世界一幸せな男・21世紀の男女関係2
序章:ある昼下がりの紅茶

僕は世界一の幸せ者だ。なんたって世界最高級の美女がふたりもそばにいるのだから。
そんな僕の日常はこんな感じだ。
……………………………………………………

「剛、紅茶飲む?」
ある晴れた日曜日の昼下がり、まったりと妻がそう尋ねる。
「つよし、こうちゃ、のむ?」
そう妻の口調を真似て言うのは、4歳になったばかりの娘だ。プールで泳ぐのが好きな娘は真っ黒に日焼けしている。
「うん、ダージリンがいいな」
オレがそう応えると、妻はまもなく紅茶を入れてキッチンから出てきた。オレはリビングでスポーツ新聞を読んでいた。
いま家族3人はスポーツジムから帰ってきたところだ。妻は娘と日曜日の親子水泳教室に参加し、オレは今日はマシンをやってきた。
「この子、やっぱり水泳の才能があると思うわ」
妻は満足そうにニコニコしている。
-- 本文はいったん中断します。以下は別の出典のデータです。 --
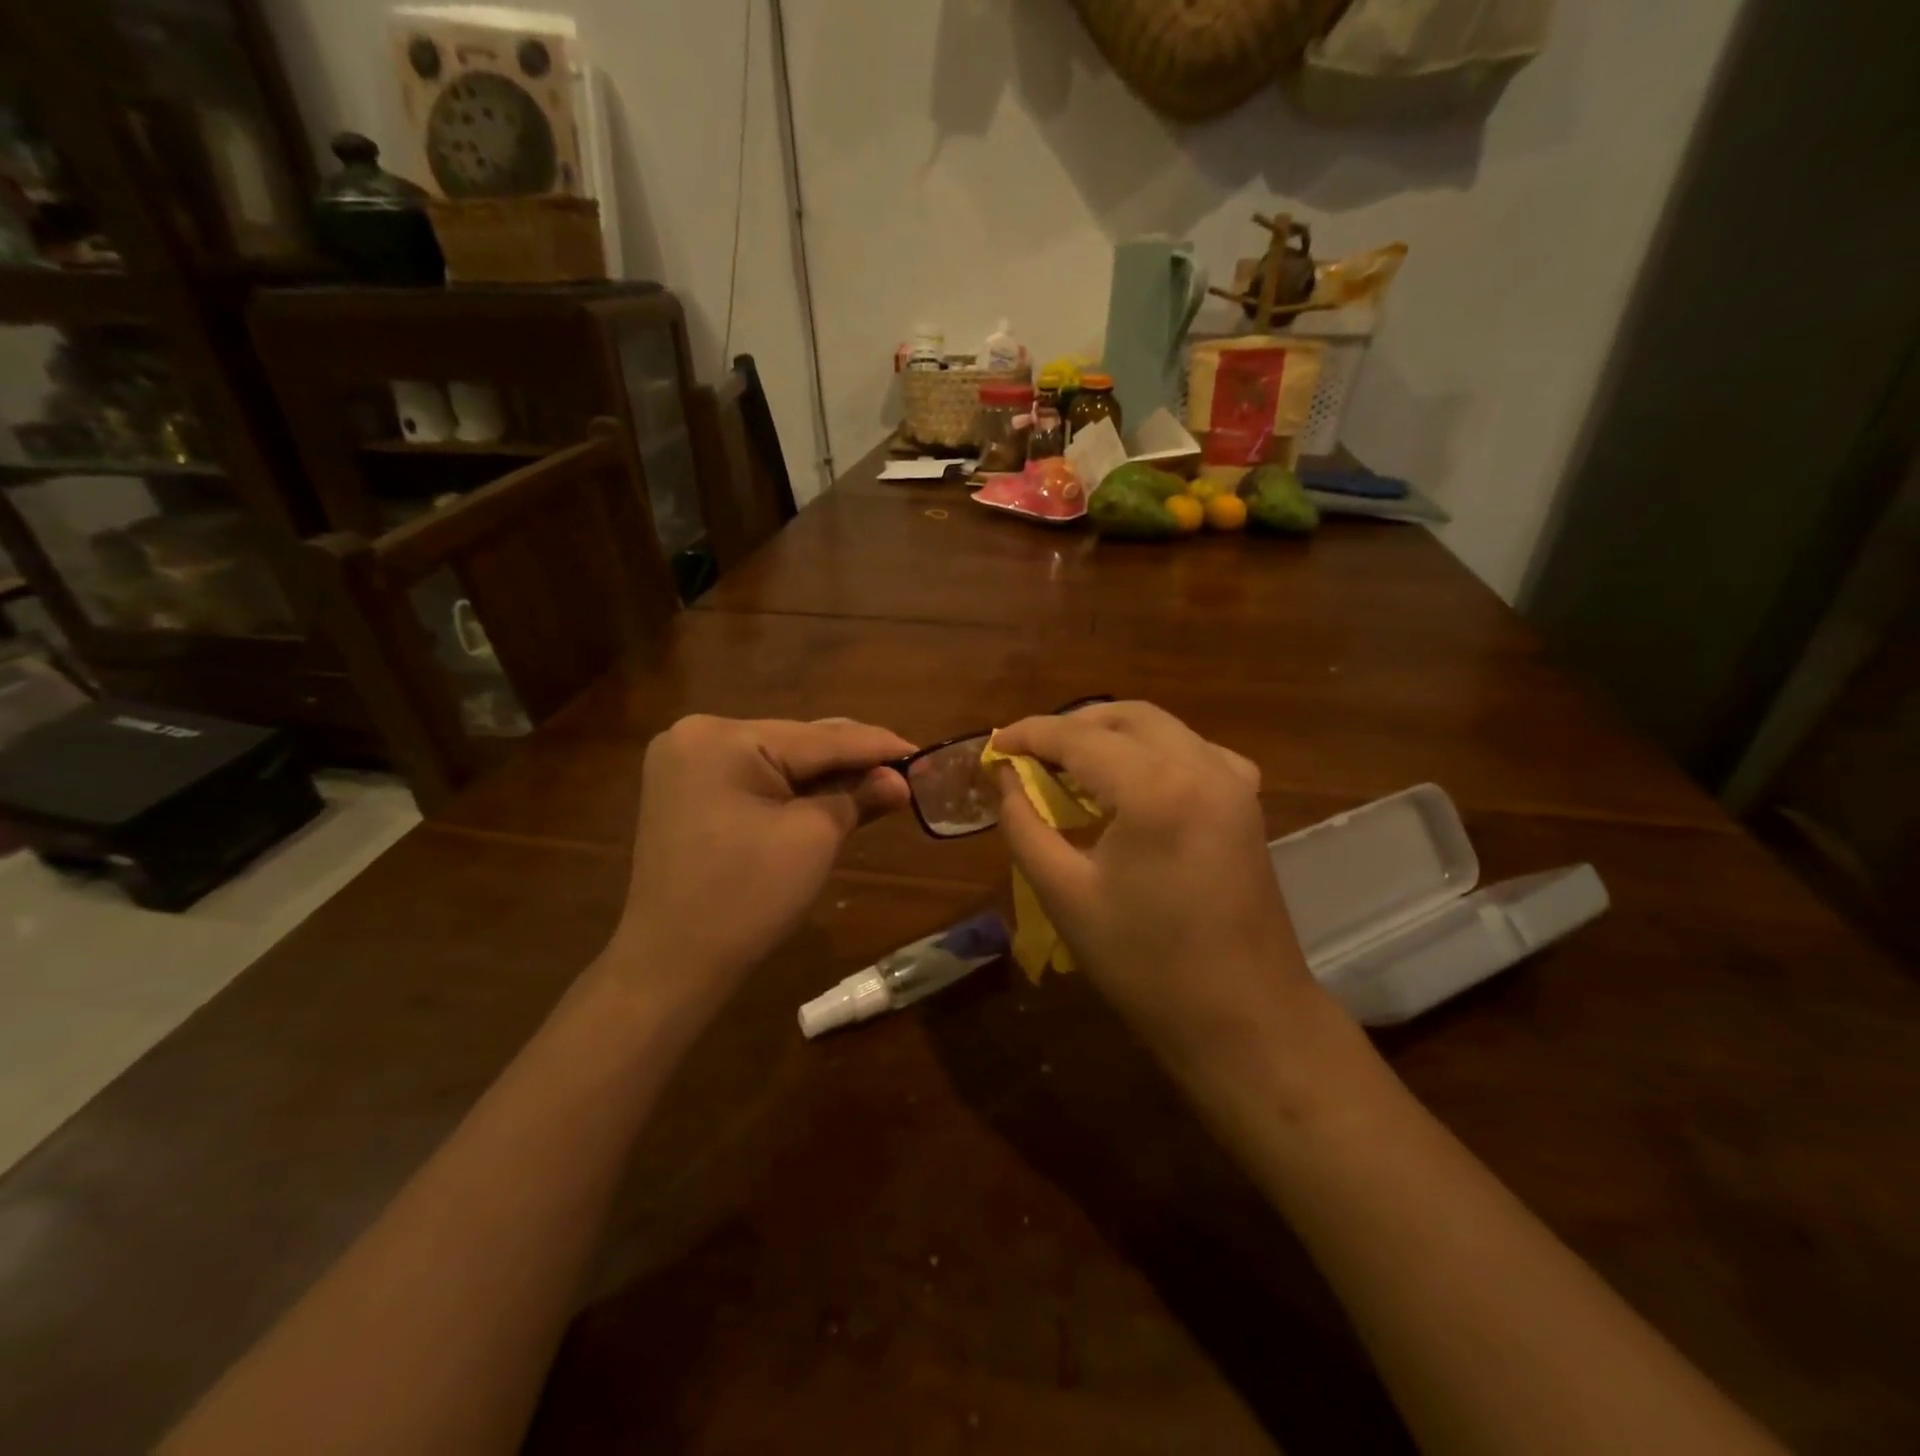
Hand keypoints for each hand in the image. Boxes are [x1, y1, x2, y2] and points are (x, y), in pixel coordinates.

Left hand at [607, 715, 912, 1023]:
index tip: (923, 752)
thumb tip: (900, 780)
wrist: (672, 965)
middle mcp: (697, 736)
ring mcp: (685, 764)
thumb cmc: (747, 897)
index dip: (876, 746)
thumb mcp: (814, 838)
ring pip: (777, 760)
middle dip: (851, 761)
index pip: (818, 737)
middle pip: (796, 743)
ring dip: (825, 776)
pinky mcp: (686, 791)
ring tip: (878, 783)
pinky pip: (754, 779)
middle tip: (906, 771)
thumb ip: (860, 797)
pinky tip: (831, 796)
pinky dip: (793, 790)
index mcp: (721, 738)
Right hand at [992, 701, 1337, 1100]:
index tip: (993, 746)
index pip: (1078, 737)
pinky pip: (1191, 750)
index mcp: (1156, 788)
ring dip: (1110, 734)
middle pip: (1124, 717)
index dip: (1029, 735)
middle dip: (1071, 727)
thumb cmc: (1146, 964)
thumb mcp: (1065, 894)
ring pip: (1160, 727)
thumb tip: (1006, 780)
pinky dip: (1150, 751)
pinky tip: (1129, 785)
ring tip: (1068, 767)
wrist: (1244, 1018)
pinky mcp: (1246, 802)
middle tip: (1029, 756)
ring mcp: (1233, 781)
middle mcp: (1201, 766)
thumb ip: (1025, 825)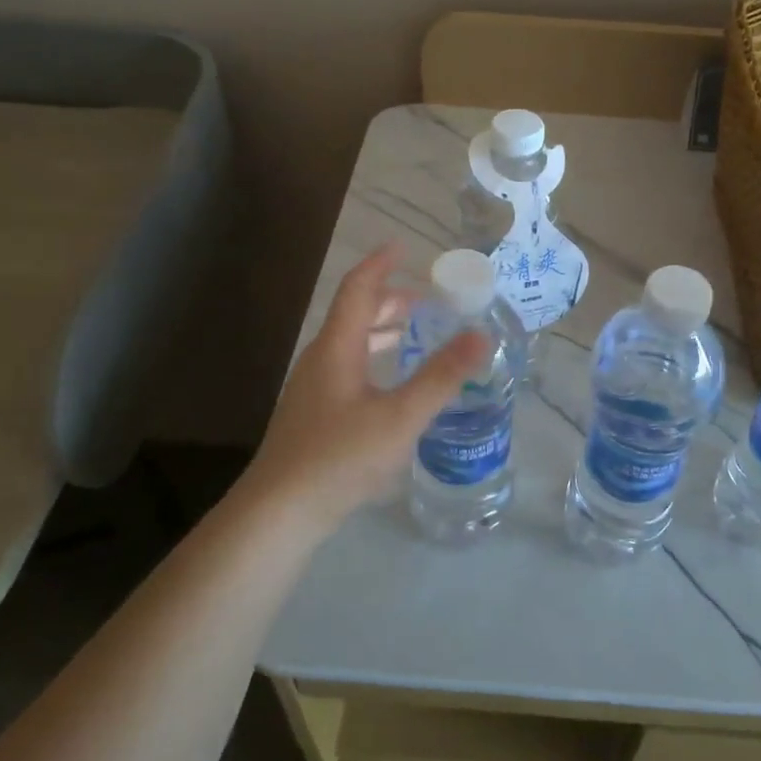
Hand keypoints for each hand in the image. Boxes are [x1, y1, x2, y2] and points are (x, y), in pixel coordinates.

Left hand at [244, 245, 487, 530]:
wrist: (279, 512)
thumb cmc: (340, 457)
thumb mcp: (400, 416)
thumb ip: (441, 376)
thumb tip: (481, 335)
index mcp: (337, 347)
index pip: (358, 289)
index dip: (380, 264)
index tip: (403, 247)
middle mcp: (321, 359)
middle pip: (354, 315)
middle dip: (391, 301)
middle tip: (429, 301)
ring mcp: (313, 388)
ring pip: (351, 343)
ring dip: (383, 331)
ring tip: (416, 334)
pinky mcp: (314, 414)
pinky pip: (348, 367)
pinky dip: (375, 358)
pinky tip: (393, 385)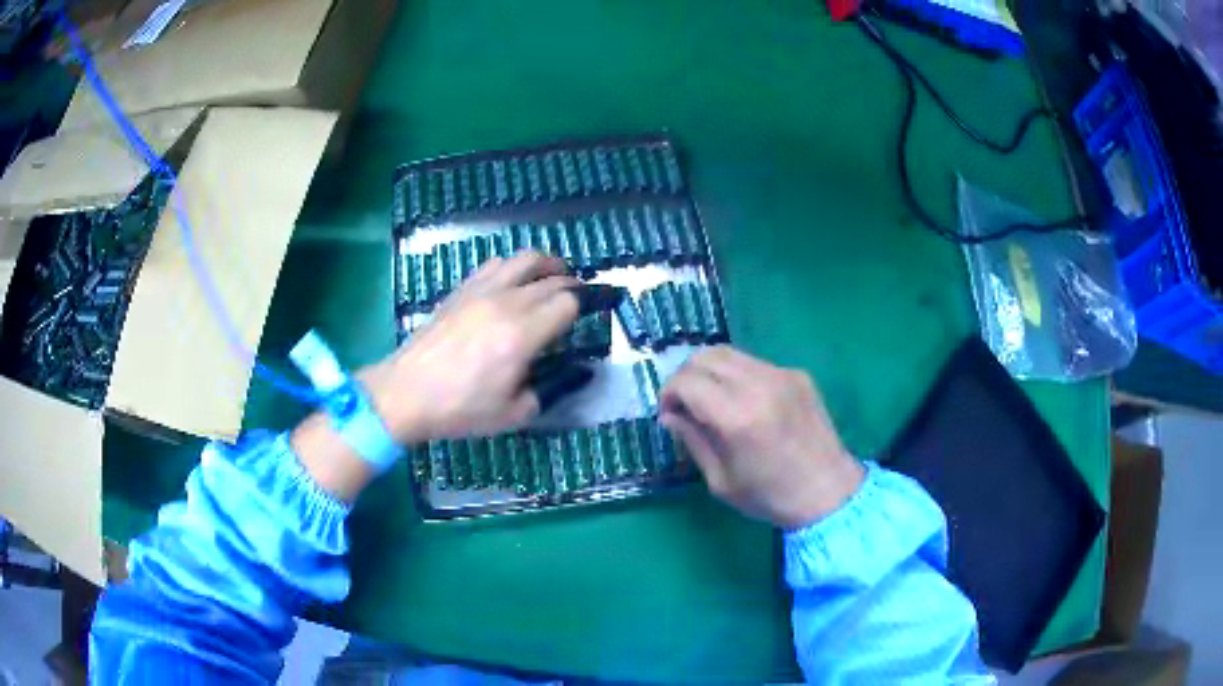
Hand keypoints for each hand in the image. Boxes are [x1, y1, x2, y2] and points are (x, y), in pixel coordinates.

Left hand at [361, 252, 579, 442]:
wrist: (405, 392)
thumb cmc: (460, 409)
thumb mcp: (514, 413)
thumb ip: (553, 389)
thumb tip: (578, 371)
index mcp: (522, 334)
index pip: (569, 302)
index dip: (591, 303)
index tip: (604, 307)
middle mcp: (506, 302)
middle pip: (553, 279)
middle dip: (576, 286)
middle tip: (586, 298)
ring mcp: (481, 290)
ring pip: (525, 259)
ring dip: (549, 264)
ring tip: (557, 277)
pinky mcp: (462, 289)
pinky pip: (497, 264)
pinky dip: (516, 266)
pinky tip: (517, 281)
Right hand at [659, 346, 864, 529]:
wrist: (829, 493)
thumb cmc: (770, 496)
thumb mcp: (721, 480)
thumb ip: (693, 441)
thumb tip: (669, 416)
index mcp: (737, 417)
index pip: (687, 381)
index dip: (668, 393)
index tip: (668, 413)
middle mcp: (759, 385)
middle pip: (705, 356)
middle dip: (685, 376)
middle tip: (685, 403)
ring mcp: (782, 375)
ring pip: (730, 353)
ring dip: (710, 371)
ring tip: (711, 399)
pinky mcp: (798, 375)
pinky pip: (755, 364)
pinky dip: (738, 375)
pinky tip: (744, 402)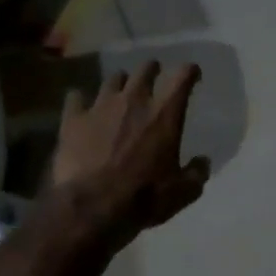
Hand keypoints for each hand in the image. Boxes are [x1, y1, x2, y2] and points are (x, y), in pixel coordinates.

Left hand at [52, 61, 210, 242]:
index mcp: (164, 114)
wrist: (92, 207)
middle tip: (154, 77)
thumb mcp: (181, 192)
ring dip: (120, 83)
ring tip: (120, 92)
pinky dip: (81, 101)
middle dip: (152, 70)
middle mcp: (133, 99)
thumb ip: (196, 173)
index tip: (192, 73)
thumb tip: (202, 162)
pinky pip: (76, 98)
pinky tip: (82, 108)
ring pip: (112, 79)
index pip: (182, 76)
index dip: (189, 71)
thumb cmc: (143, 197)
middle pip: (145, 69)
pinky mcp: (73, 119)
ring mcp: (100, 106)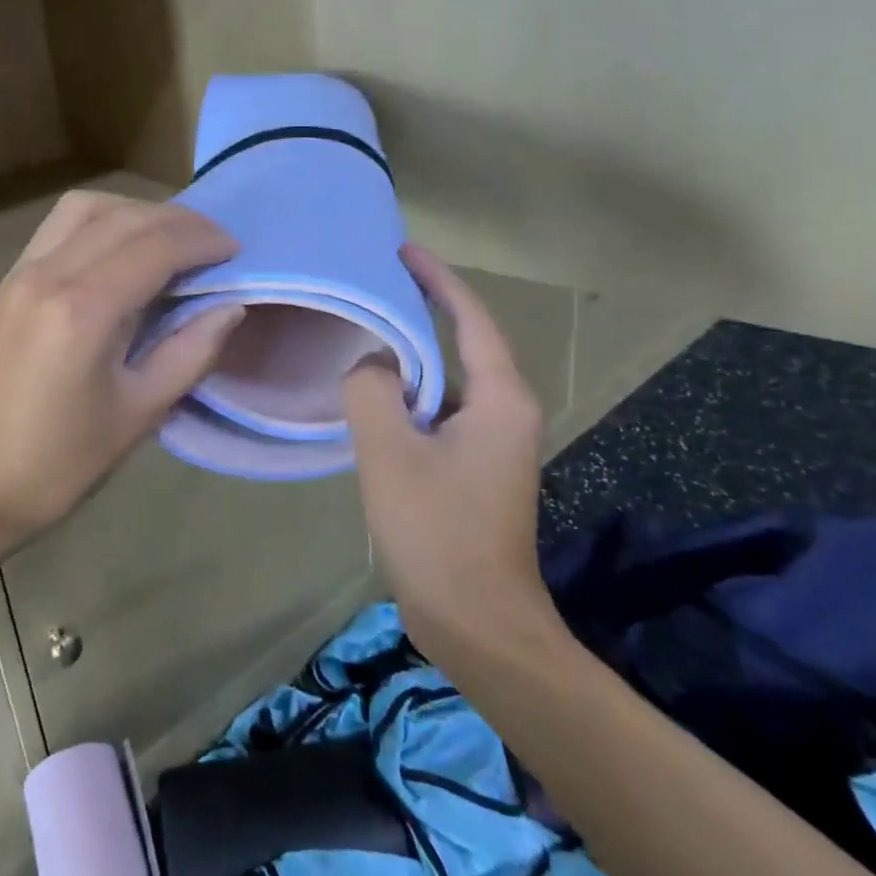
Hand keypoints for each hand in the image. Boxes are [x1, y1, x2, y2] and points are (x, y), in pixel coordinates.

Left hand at [0, 191, 242, 552]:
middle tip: (212, 243)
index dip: (202, 240)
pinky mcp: (3, 285)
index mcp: (82, 309)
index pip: (154, 246)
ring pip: (82, 209)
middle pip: (121, 216)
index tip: (234, 250)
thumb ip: (190, 353)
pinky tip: (117, 256)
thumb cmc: (56, 463)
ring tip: (166, 240)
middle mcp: (46, 274)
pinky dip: (97, 225)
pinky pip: (56, 230)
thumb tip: (231, 307)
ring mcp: (17, 274)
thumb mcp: (137, 414)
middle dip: (176, 220)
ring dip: (132, 212)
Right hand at [343, 244, 562, 668]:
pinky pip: (441, 408)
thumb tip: (370, 364)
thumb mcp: (390, 452)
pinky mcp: (476, 467)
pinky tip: (375, 391)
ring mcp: (494, 443)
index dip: (438, 279)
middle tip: (377, 280)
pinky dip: (411, 390)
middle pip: (466, 341)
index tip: (403, 250)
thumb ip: (371, 390)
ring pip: (450, 378)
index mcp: (499, 399)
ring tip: (369, 325)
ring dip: (414, 351)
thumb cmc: (437, 532)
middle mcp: (506, 412)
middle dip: (426, 307)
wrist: (478, 624)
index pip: (471, 318)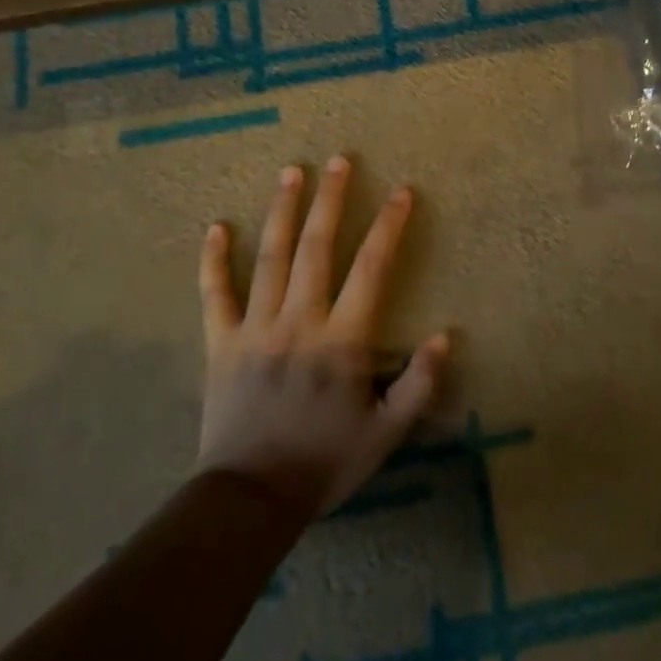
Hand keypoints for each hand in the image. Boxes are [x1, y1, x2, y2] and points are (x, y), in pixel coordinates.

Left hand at [197, 157, 448, 517]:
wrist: (249, 500)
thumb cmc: (324, 462)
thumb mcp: (386, 433)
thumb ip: (419, 384)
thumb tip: (446, 335)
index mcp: (341, 339)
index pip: (371, 268)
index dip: (389, 226)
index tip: (401, 191)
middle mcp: (299, 320)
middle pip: (316, 247)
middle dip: (331, 200)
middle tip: (339, 160)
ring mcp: (256, 328)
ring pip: (270, 257)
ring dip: (282, 211)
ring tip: (291, 172)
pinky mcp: (221, 344)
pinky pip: (215, 294)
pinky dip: (214, 260)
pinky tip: (216, 227)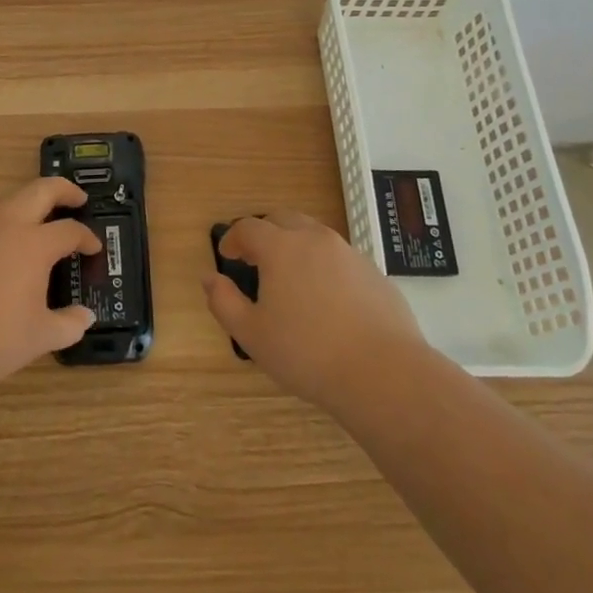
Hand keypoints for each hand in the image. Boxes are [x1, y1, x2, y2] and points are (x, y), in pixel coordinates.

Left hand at [0, 177, 102, 393]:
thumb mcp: (39, 338)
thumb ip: (68, 325)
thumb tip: (85, 318)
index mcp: (34, 244)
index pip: (70, 230)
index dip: (86, 237)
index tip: (94, 248)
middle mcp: (7, 226)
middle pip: (40, 190)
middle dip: (63, 190)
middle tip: (78, 199)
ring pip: (10, 201)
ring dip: (31, 203)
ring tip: (42, 221)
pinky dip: (6, 222)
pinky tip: (6, 247)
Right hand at [203, 210, 426, 409]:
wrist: (383, 373)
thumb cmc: (307, 353)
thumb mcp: (251, 334)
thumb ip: (223, 301)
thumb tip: (209, 278)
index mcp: (281, 247)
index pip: (249, 228)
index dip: (233, 238)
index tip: (227, 254)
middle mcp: (315, 239)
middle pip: (283, 219)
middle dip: (265, 233)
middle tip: (255, 259)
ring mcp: (349, 253)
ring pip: (314, 235)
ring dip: (296, 246)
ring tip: (290, 279)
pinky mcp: (374, 273)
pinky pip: (340, 259)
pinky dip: (324, 267)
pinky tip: (326, 300)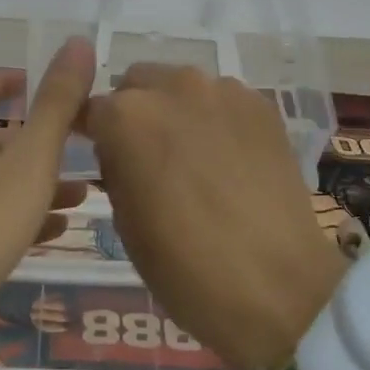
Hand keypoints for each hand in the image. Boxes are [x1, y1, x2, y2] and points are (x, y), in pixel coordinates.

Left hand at [0, 38, 94, 369]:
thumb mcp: (30, 160)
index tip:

オレは「そうか」とややこわばった顔で答えた。
「娘の成長が嬉しくないの?」
「い、いや嬉しいよ、もちろん」
そういってオレは寄ってきた娘の頭を撫でてやる。娘は褒められたことを嬉しそうにオレの足元にゴロリと寝転がったかと思うと、あざやかにでんぐり返りした。
「そんなことしたら、パパが紅茶こぼしちゃうでしょ。ほら、プールで泳いできたんだから、そろそろお昼寝しなさい」
妻がそういうと、娘は自分の部屋に戻っていった。

オレがゆっくりとマグカップの紅茶を飲み干すと、それを見計らったように妻がつぶやく。
「ねえ、いま疲れてる?」
オレは正直、疲れきっていたので、まだスポーツ新聞を読んでいるふりをした。するとその新聞を奪って放り投げた妻は、黙って寝室のほうに歩いて行った。
妻がこうしたときはおとなしく従ったほうがいい。以前に無視して、ひどく機嫌を損ねられたことがある。そうすると後が大変なのだ。
それにしても、なんというスタミナなんだ。妻はいましがた、スイミングスクールで娘と一緒にたっぷりと泳いできたばかりなのに…。4キロも泳いできたと言ってたのに…。
そう思いながら、ゆっくりと薄暗い奥のベッドルームに行くと、ベッドのうえから、
「早く!」
とせかす妻の腕が伸びてきて、グイッと強い力でオレを引っ張る。
オレを軽く引き寄せられる妻の腕力。オレは引っ張られるままに、ダブルベッドの妻の隣に横たわらされた。
そして妻が上にのしかかってくる。
モデルのような長身の妻のスラリと長く、引き締まった魅惑的な脚が、オレの身体にまとわりつきはじめた………。

オレはこうして何の変哲もない普通の夫婦生活を送っている。年下の妻のほうがケタ違いに多い年収がある以外は。
だがこれはオレと妻の話ではない。じつはオレと4歳年下の妹の話なのだ……。


第一章 妹、恵の誕生

オレには4歳下の妹がいる。
妹は、1986年生まれ。今は23歳。
まずは兄妹の命名の由来を書こうと思う。
オレ、剛(つよし)。親は強くて逞しい男になるようにとの願いを込めて、この名をつけたようだ。
妹は、父親は最初、佳代子(かよこ=男性をたて、かよわいながらも可憐で愛される女性になるように)という名前がつけたかったらしい。
ところが妹は双子だったが、一緒に生まれた兄は死産だった。
妹はかろうじて助かったことから、母が、この名前に反対し、恵(この世のあらゆる恩恵を受けて健やかに育つように)という名をつけたということだった。
オレはそのときを覚えているので、小さい頃はこのちょっとかわいそうな境遇で生まれてきた妹=恵を溺愛した。
恵は喘息がちで、うちは両親とも働いていたから、小学校低学年のころはオレが良く面倒を見た。
オレは小学校の頃は勉強が出来て、クラスの人望もあり、運動もまあまあの優等生だった。
自分のことばかりでなく、家族のことを見回す余裕もあった。
そんな恵もやがて小学校に入学。妹は近所でも有名な美少女だった。
勉強はそれほどではなかったが、算数だけは得意だった。算数はオレが勉強のコツを教えてやったから、学校の授業は簡単だといっていた。
また恵は球技が得意で運動神経はいいようだったが、あいかわらず夜になると喘息が出てしまうのであまりはげしい運動は好まなかった。
それでもドッジボールなどでは、上手にボールをキャッチして強い球を投げるので、そんなに動かなくとも勝ってしまい、よく男子を泣かすほどお転婆だったようだが、兄妹でけんかをしても4歳も下なので、オレはいつも、じゃれ合う程度にあしらっていた。